= Beginning of Section =
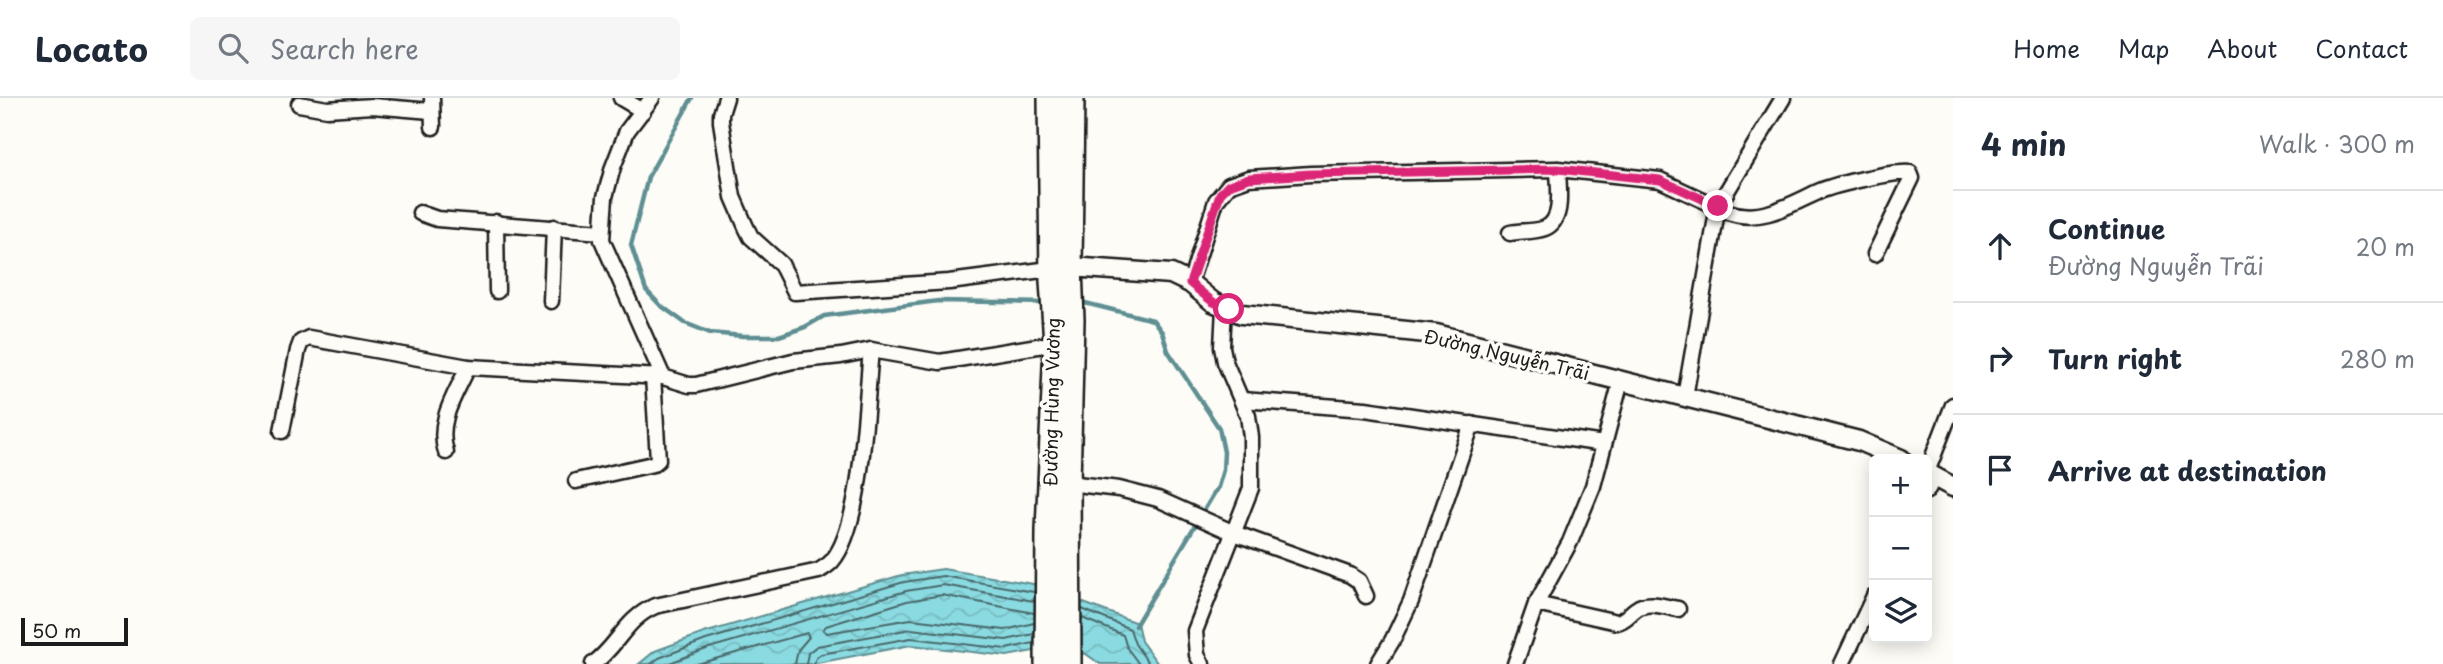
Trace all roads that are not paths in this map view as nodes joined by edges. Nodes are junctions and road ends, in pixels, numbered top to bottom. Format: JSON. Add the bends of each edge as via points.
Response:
{"nodes":[{"id":1,"x":621,"y":98,"type":"edge"},
{"id":2,"x":652,"y":98,"type":"edge"},
{"id":3,"x":726,"y":98,"type":"edge"},
{"id":4,"x":1050,"y":98,"type":"edge"},
{"id":5,"x":1072,"y":98,"type":"edge"},
{"id":6,"x":1783,"y":98,"type":"edge"},
{"id":7,"x":373,"y":102,"type":"edge"},
{"id":8,"x":299,"y":104,"type":"dead end"},
{"id":9,"x":432,"y":104,"type":"edge"},
{"id":10,"x":643,"y":111,"type":"junction"},
{"id":11,"x":433,"y":127,"type":"dead end"},
{"id":12,"x":1558,"y":169,"type":"junction"},
{"id":13,"x":1718,"y":206,"type":"junction"},
{"id":14,"x":420,"y":213,"type":"dead end"},
{"id":15,"x":496,"y":222,"type":"junction"},
{"id":16,"x":554,"y":227,"type":"junction"},
{"id":17,"x":602,"y":232,"type":"junction"},
{"id":18,"x":1510,"y":233,"type":"dead end"},
{"id":19,"x":1875,"y":254,"type":"dead end"},
{"id":20,"x":1058,"y":272,"type":"junction"},
{"id":21,"x":1190,"y":283,"type":"junction"},
{"id":22,"x":497,"y":291,"type":"dead end"},
{"id":23,"x":551,"y":302,"type":"dead end"},
{"id":24,"x":1224,"y":307,"type":"junction"},
{"id":25,"x":1061,"y":329,"type":"junction"},
{"id":26,"x":871,"y":350,"type":"junction"},
{"id":27,"x":468,"y":367,"type":"junction"},
{"id":28,"x":658,"y":376,"type":"junction"},
{"id":29,"x":1621,"y":381,"type":"junction"},
{"id":30,"x":1685,"y":397,"type":"junction"},
{"id":31,"x":1242,"y":401,"type":"junction"},
{"id":32,"x":1953,"y":405,"type":"edge"},
{"id":33,"x":1472,"y":424,"type":"junction"},
{"id":34,"x":282,"y":430,"type":"dead end"},
{"id":35,"x":1604,"y":444,"type":"junction"},
{"id":36,"x":446,"y":452,"type":"dead end"},
{"id":37,"x":1890,"y":454,"type":"edge"},
{"id":38,"x":1932,"y":466,"type":"edge"},
{"id":39,"x":1932,"y":479,"type":"edge"},
{"id":40,"x":576,"y":481,"type":"dead end"},
{"id":41,"x":1068,"y":483,"type":"junction"},
{"id":42,"x":1953,"y":486,"type":"edge"},
{"id":43,"x":1058,"y":531,"type":"junction"},
{"id":44,"x":1234,"y":533,"type":"junction"},
{"id":45,"x":1366,"y":596,"type":"dead end"},
{"id":46,"x":1536,"y":604,"type":"junction"},
{"id":47,"x":1869,"y":607,"type":"edge"},
{"id":48,"x":1678,"y":609,"type":"dead end"},
{"id":49,"x":593,"y":664,"type":"edge"},
{"id":50,"x":1047,"y":664,"type":"edge"},
{"id":51,"x":1069,"y":664,"type":"edge"},
{"id":52,"x":1202,"y":664,"type":"edge"},
{"id":53,"x":1378,"y":664,"type":"edge"},
{"id":54,"x":1515,"y":664,"type":"edge"},
{"id":55,"x":1842,"y":664,"type":"edge"}],
"edges":[{"from":1,"to":10,"type":"street"},
{"from":2,"to":10,"type":"street"},
{"from":3,"to":20,"type":"street","via":[[721,122],[733,197],[751,237],[781,264],[795,292]]},
{"from":4,"to":20,"type":"highway","name":"Đường Hùng Vương"},
{"from":5,"to":20,"type":"highway","name":"Đường Hùng Vương"},
{"from":6,"to":13,"type":"street"},
{"from":7,"to":8,"type":"street","via":[[327,108]]},
{"from":7,"to":9,"type":"street"},
{"from":9,"to":11,"type":"street"},
{"from":10,"to":17,"type":"street","via":[[627,131],[613,167]]},
{"from":12,"to":13,"type":"street","via":[[1660,180]]},
{"from":12,"to":18,"type":"street","via":[[1555,218],[1543,229]]},
{"from":12,"to":21,"type":"street","via":[[1249,178],[1229,185],[1220,194]]},
{"from":13,"to":19,"type":"street","via":[[1732,214],[1770,214],[1836,186],[1910,173],[1912,178]]},
{"from":13,"to":30,"type":"street"},
{"from":14,"to":15,"type":"street","via":[[437,219]]},
{"from":15,"to":16,"type":"street"},
{"from":15,"to":22,"type":"street"},
{"from":16,"to":17,"type":"street"},
{"from":16,"to":23,"type":"street"},
{"from":17,"to":28,"type":"street","via":[[604,247]]},
{"from":20,"to":21,"type":"street","name":"Đường Nguyễn Trãi","via":[[1160,272]]},
{"from":20,"to":25,"type":"highway","name":"Đường Hùng Vương"},
{"from":21,"to":24,"type":"street","name":"Đường Nguyễn Trãi"},
{"from":24,"to":29,"type":"street","name":"Đường Nguyễn Trãi","via":[[1242,314],[1436,334]]},
{"from":24,"to":31,"type":"street","via":[[1222,347]]},
{"from":25,"to":26,"type":"street","via":[[940,362]]},
{"from":25,"to":41,"type":"highway","name":"Đường Hùng Vương"},
{"from":25,"to":43,"type":"highway","name":"Đường Hùng Vương"},
{"from":26,"to":28,"type":"street","via":[[793,361],[696,385]]},
{"from":26,"to":49,"type":"street","via":[[855,504],[832,562],[819,571],[655,606],[631,621]]},
{"from":27,"to":28,"type":"street"},
{"from":27,"to":34,"type":"street","via":[[309,338],[298,350]]},
{"from":27,"to":36,"type":"street","via":[[442,426]]},
{"from":28,"to":40,"type":"street","via":[[658,460]]},
{"from":29,"to":30,"type":"street","name":"Đường Nguyễn Trãi"},
{"from":29,"to":35,"type":"street"},
{"from":30,"to":37,"type":"street","name":"Đường Nguyễn Trãi","via":[[1859,441]]},
{"from":31,"to":33,"type":"street","via":[[1365,409]]},
{"from":31,"to":44,"type":"street","via":[[1251,437],[1251,488]]},
{"from":32,"to":38,"type":"street"},
{"from":33,"to":35,"type":"street"},
{"from":33,"to":53,"type":"street","via":[[1411,601]]},
{"from":35,"to":46,"type":"street","via":[[1593,486],[1570,541]]},
{"from":39,"to":42,"type":"street"},
{"from":41,"to":43,"type":"highway","name":"Đường Hùng Vương"},
{"from":41,"to":44,"type":"street","via":[[1138,493]]},
{"from":43,"to":50,"type":"highway","name":"Đường Hùng Vương"},
{"from":43,"to":51,"type":"highway","name":"Đường Hùng Vương"},
{"from":44,"to":45,"type":"street","via":[[1350,575],[1359,581]]},
{"from":44,"to":52,"type":"street","via":[[1195,631]]},
{"from":46,"to":48,"type":"street","via":[[1617,622],[1645,605]]},
{"from":46,"to":54,"type":"street"},
{"from":47,"to":55,"type":"street"}]}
= End of Section =
• Problem
Write down all the entries exactly, but not the pictures they hold.

• Exercise result
Trace all roads that are not paths in this map view as nodes joined by edges. Nodes are junctions and road ends, in pixels, numbered top to bottom. Format: JSON. Add the bends of each edge as via points.
Response:
{"nodes":[{"id":1,"x":621,"y":98,"type":"edge"},
{"id":2,"x":652,"y":98,"type":"edge"},
{"id":3,"x":726,"y":98,"type":"edge"},
{"id":4,"x":1050,"y":98,"type":"edge"},
{"id":5,"x":1072,"y":98,"type":"edge"},
{"id":6,"x":1783,"y":98,"type":"edge"},
{"id":7,"x":373,"y":102,"type":"edge"},
{"id":8,"x":299,"y":104,"type":"dead end"},
{"id":9,"x":432,"y":104,"type":"edge"},
{"id":10,"x":643,"y":111,"type":"junction"},
{"id":11,"x":433,"y":127,"type":"dead end"},
{"id":12,"x":1558,"y":169,"type":"junction"},
{"id":13,"x":1718,"y":206,"type":"junction"},
{"id":14,"x":420,"y":213,"type":"dead end"},
{"id":15,"x":496,"y":222,"type":"junction"},
{"id":16,"x":554,"y":227,"type":"junction"},
{"id":17,"x":602,"y":232,"type":"junction"},
{"id":18,"x":1510,"y":233,"type":"dead end"},
{"id":19,"x":1875,"y":254,"type":"dead end"},
{"id":20,"x":1058,"y":272,"type":"junction"},
{"id":21,"x":1190,"y":283,"type":"junction"},
{"id":22,"x":497,"y":291,"type":"dead end"},
{"id":23,"x":551,"y":302,"type":"dead end"},
{"id":24,"x":1224,"y":307,"type":"junction"},
{"id":25,"x":1061,"y":329,"type":"junction"},
{"id":26,"x":871,"y":350,"type":"junction"},
{"id":27,"x":468,"y":367,"type":"junction"},
{"id":28,"x":658,"y":376,"type":"junction"},
{"id":29,"x":1621,"y":381,"type":"junction"},
{"id":30,"x":1685,"y":397,"type":"junction"},
{"id":31,"x":1242,"y":401,"type":"junction"},
{"id":32,"x":1953,"y":405,"type":"edge"},
{"id":33,"x":1472,"y":424,"type":"junction"},
{"id":34,"x":282,"y":430,"type":"dead end"},
{"id":35,"x":1604,"y":444,"type":"junction"},
{"id":36,"x":446,"y":452,"type":"dead end"},
{"id":37,"x":1890,"y":454,"type":"edge"},
{"id":38,"x":1932,"y":466,"type":"edge"},
{"id":39,"x":1932,"y":479,"type":"edge"},
{"id":40,"x":576,"y":481,"type":"dead end"},
{"id":41,"x":1068,"y":483,"type":"junction"},
{"id":42,"x":1953,"y":486,"type":"edge"},
{"id":43,"x":1058,"y":531,"type":"junction"},
{"id":44,"x":1234,"y":533,"type":"junction"},
{"id":45,"x":1366,"y":596,"type":"dead end"},
{"id":46,"x":1536,"y":604,"type":"junction"},
{"id":47,"x":1869,"y":607,"type":"edge"},
{"id":48,"x":1678,"y":609,"type":"dead end"},
{"id":49,"x":593,"y":664,"type":"edge"},
{"id":50,"x":1047,"y":664,"type":"edge"},
{"id":51,"x":1069,"y":664,"type":"edge"},
{"id":52,"x":1202,"y":664,"type":"edge"},
{"id":53,"x":1378,"y":664,"type":"edge"},
{"id":54,"x":1515,"y":664,"type":"edge"},
{"id":55,"x":1842,"y":664,"type":"edge"}],
"edges":[{"from":1,"to":10,"type":"street"},
{"from":2,"to":10,"type":"street"},
{"from":3,"to":20,"type":"street","via":[[721,122],[733,197],[751,237],[781,264],[795,292]]},
{"from":4,"to":20,"type":"highway","name":"Đường Hùng Vương"},
{"from":5,"to":20,"type":"highway","name":"Đường Hùng Vương"},
{"from":6,"to":13,"type":"street"},
{"from":7,"to":8,"type":"street","via":[[327,108]]},
{"from":7,"to":9,"type":"street"},
{"from":9,"to":11,"type":"street"},
{"from":10,"to":17,"type":"street","via":[[627,131],[613,167]]},
{"from":12,"to":13,"type":"street","via":[[1660,180]]},
{"from":12,"to":18,"type":"street","via":[[1555,218],[1543,229]]},
{"from":12,"to":21,"type":"street","via":[[1249,178],[1229,185],[1220,194]]},
{"from":13,"to":19,"type":"street","via":[[1732,214],[1770,214],[1836,186],[1910,173],[1912,178]]},
{"from":13,"to":30,"type":"street"},
{"from":14,"to":15,"type":"street","via":[[437,219]]},
{"from":15,"to":16,"type":"street"},
{"from":15,"to":22,"type":"street"},
{"from":16,"to":17,"type":"street"},
{"from":16,"to":23,"type":"street"},
{"from":17,"to":28,"type":"street","via":[[604,247]]},
{"from":20,"to":21,"type":"street","name":"Đường Nguyễn Trãi","via":[[1160,272]]},
{"from":20,"to":25,"type":"highway","name":"Đường Hùng Vương"},
{"from":21,"to":24,"type":"street","name":"Đường Nguyễn Trãi"},
{"from":24,"to":29,"type":"street","name":"Đường Nguyễn Trãi","via":[[1242,314],[1436,334]]},
{"from":24,"to":31,"type":"street","via":[[1222,347]]},
{"from":25,"to":26,"type":"street","via":[[940,362]]},
{"from":25,"to":41,"type":"highway","name":"Đường Hùng Vương"},
{"from":25,"to":43,"type":"highway","name":"Đường Hùng Vương"},
{"from":26,"to":28,"type":"street","via":[[793,361],[696,385]]},
{"from":26,"to":49,"type":"street","via":[[855,504],[832,562],[819,571],[655,606],[631,621]]},
{"from":27,"to":28,"type":"street"},
{"from":27,"to":34,"type":"street","via":[[309,338],[298,350]]},
{"from":27,"to":36,"type":"street","via":[[442,426]]},
{"from":28,"to":40,"type":"street","via":[[658,460]]},
{"from":29,"to":30,"type":"street","name":"Đường Nguyễn Trãi"},
{"from":29,"to":35,"type":"street"},
{"from":30,"to":37,"type":"street","name":"Đường Nguyễn Trãi","via":[[1859,441]]},
{"from":31,"to":33,"type":"street","via":[[1365,409]]},
{"from":31,"to":44,"type":"street","via":[[1251,437],[1251,488]]},
{"from":32,"to":38,"type":"street"},
{"from":33,"to":35,"type":"street"},
{"from":33,"to":53,"type":"street","via":[[1411,601]]},
{"from":35,"to":46,"type":"street","via":[[1593,486],[1570,541]]},
{"from":39,"to":42,"type":"street"},
{"from":41,"to":43,"type":"highway","name":"Đường Hùng Vương"},
{"from":41,"to":44,"type":"street","via":[[1138,493]]},
{"from":43,"to":50,"type":"highway","name":"Đường Hùng Vương"},
{"from":43,"to":51,"type":"highway","name":"Đường Hùng Vương"},
{"from":44,"to":45,"type":"street","via":[[1350,575],[1359,581]]},
{"from":44,"to":52,"type":"street","via":[[1195,631]]},
{"from":46,"to":48,"type":"street","via":[[1617,622],[1645,605]]},
{"from":46,"to":54,"type":"street"},
{"from":47,"to":55,"type":"street"}]}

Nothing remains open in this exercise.